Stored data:
▼▼▼

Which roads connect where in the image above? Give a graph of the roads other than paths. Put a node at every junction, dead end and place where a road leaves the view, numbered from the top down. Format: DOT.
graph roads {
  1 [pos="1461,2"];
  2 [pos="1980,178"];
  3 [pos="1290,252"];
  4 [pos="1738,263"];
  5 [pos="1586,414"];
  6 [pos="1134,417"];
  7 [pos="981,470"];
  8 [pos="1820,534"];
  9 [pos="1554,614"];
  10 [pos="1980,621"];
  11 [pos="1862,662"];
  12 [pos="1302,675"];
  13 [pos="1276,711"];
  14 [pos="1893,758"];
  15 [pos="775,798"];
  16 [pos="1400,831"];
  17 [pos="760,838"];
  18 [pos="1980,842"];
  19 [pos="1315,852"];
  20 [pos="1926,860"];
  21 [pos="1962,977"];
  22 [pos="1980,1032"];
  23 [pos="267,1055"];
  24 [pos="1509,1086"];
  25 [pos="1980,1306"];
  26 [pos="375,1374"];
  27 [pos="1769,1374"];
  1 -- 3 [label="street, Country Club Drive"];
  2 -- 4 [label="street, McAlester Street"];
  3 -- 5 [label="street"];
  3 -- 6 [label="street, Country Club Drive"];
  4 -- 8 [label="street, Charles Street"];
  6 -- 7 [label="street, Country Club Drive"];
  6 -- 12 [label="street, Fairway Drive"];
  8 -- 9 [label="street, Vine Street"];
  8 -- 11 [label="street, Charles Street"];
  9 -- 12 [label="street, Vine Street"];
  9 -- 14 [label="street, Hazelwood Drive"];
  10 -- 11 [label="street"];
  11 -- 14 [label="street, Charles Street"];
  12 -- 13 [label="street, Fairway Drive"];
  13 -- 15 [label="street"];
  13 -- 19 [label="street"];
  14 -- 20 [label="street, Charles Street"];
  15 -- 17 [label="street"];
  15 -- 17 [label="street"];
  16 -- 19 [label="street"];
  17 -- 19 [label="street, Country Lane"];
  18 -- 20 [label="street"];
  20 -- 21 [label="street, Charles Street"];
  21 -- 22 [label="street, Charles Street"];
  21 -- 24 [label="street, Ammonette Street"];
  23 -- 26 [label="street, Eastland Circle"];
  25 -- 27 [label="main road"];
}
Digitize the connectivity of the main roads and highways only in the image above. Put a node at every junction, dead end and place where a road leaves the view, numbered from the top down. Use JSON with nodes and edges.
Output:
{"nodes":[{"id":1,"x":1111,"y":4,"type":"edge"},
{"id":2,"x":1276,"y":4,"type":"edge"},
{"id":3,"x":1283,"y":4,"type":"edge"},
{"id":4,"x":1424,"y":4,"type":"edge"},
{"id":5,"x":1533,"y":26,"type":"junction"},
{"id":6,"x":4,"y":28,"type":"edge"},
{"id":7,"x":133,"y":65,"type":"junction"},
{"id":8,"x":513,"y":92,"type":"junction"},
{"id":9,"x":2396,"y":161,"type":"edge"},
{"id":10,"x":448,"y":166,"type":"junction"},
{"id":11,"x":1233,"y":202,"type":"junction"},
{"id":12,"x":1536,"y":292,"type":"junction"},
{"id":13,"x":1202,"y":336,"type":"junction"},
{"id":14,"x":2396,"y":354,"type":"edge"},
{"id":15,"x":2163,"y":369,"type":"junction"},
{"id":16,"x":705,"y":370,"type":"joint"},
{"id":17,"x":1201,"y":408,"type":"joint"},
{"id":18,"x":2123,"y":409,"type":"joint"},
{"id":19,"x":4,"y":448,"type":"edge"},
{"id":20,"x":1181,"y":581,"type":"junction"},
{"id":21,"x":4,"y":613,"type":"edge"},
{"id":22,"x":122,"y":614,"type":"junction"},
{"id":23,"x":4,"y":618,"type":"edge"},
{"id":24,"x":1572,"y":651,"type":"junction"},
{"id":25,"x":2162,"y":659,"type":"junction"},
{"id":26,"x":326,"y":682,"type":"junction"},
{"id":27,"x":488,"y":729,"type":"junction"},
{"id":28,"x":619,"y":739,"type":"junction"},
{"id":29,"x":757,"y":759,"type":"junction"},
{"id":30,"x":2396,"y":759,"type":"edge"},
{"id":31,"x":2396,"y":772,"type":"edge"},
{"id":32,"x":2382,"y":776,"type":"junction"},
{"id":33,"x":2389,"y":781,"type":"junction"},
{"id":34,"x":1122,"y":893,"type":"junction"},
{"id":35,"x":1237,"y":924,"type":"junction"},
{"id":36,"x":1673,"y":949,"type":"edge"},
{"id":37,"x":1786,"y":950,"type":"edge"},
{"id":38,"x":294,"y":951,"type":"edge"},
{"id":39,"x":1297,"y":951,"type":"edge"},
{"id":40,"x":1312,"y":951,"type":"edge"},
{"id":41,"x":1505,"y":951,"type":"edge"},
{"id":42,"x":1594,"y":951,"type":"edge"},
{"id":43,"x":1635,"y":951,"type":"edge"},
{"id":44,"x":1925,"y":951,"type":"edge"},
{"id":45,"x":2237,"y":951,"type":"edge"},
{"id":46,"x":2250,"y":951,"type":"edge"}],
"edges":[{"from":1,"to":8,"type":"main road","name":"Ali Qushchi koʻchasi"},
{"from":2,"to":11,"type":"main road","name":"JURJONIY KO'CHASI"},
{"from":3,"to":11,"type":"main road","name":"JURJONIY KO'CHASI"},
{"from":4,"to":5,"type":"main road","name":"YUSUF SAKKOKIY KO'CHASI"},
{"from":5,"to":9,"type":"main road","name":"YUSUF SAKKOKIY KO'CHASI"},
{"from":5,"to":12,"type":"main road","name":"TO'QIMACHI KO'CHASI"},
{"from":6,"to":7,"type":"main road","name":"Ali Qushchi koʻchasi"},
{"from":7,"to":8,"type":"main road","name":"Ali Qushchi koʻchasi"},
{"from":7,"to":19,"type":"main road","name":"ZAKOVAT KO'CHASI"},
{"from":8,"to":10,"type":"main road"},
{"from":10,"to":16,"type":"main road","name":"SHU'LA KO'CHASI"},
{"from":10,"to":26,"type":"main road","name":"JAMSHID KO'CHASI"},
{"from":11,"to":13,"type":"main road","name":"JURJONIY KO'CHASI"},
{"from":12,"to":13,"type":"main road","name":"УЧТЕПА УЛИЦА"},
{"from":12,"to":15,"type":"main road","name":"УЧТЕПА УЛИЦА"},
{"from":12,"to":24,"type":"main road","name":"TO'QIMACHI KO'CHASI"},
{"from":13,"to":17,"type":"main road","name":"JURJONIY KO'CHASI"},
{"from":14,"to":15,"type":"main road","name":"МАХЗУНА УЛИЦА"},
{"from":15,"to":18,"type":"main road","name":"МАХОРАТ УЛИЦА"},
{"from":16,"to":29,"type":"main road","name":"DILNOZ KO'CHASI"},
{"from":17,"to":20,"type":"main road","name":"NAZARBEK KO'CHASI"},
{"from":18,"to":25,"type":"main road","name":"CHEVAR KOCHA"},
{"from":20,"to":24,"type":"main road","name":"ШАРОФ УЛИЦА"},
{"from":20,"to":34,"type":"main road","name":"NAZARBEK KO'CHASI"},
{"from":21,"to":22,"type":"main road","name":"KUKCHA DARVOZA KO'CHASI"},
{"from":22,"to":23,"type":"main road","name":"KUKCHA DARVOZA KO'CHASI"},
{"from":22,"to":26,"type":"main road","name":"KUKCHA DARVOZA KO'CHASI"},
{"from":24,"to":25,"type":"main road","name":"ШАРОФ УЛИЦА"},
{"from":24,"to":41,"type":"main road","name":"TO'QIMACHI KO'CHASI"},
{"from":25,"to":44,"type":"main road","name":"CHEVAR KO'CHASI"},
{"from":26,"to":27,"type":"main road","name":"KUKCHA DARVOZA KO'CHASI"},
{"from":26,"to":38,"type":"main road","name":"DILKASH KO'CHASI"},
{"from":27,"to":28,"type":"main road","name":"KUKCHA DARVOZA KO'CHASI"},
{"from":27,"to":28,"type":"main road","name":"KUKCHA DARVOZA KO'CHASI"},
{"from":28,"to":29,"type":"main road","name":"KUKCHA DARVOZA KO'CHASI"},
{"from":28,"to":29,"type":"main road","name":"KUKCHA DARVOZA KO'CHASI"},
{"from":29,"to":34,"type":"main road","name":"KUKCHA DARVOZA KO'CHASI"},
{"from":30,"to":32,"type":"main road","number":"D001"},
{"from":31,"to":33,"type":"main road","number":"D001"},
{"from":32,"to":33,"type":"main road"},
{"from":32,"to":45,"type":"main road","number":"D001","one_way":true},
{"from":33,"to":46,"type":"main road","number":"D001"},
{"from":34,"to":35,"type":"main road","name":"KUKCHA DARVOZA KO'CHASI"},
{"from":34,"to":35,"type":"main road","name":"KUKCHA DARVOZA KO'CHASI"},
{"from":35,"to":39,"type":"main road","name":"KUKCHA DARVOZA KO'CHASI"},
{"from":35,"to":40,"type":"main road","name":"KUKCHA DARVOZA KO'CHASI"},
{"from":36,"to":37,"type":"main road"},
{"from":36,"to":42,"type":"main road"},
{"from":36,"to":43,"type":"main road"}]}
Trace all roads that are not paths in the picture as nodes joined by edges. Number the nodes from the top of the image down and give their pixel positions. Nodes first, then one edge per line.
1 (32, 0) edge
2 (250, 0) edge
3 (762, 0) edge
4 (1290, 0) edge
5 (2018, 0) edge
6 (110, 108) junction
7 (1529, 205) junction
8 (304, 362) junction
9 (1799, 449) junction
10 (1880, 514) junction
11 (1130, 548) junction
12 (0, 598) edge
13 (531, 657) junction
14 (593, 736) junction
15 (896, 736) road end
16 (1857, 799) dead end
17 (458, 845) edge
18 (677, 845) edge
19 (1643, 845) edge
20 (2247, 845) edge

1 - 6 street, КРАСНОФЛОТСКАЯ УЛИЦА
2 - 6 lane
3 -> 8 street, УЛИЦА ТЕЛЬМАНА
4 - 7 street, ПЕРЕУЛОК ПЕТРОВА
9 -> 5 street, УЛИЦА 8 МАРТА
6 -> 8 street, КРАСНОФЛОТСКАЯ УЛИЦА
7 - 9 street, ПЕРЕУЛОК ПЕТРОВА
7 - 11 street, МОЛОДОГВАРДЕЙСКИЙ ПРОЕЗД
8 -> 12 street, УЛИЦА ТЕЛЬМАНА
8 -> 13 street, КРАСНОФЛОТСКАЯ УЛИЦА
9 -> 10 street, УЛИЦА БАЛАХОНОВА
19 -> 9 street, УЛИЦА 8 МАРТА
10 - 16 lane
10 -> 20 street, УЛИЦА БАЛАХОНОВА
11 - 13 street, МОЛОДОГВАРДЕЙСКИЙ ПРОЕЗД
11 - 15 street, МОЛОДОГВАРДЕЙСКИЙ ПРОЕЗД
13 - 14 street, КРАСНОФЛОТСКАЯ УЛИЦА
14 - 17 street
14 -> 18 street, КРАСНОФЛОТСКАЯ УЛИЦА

▲▲▲

### What is expected
Throughout the records above, find the lines in which the word "Fairway" appears and return them.

### Answer for the task
  6 -- 12 [label="street, Fairway Drive"];
  12 -- 13 [label="street, Fairway Drive"];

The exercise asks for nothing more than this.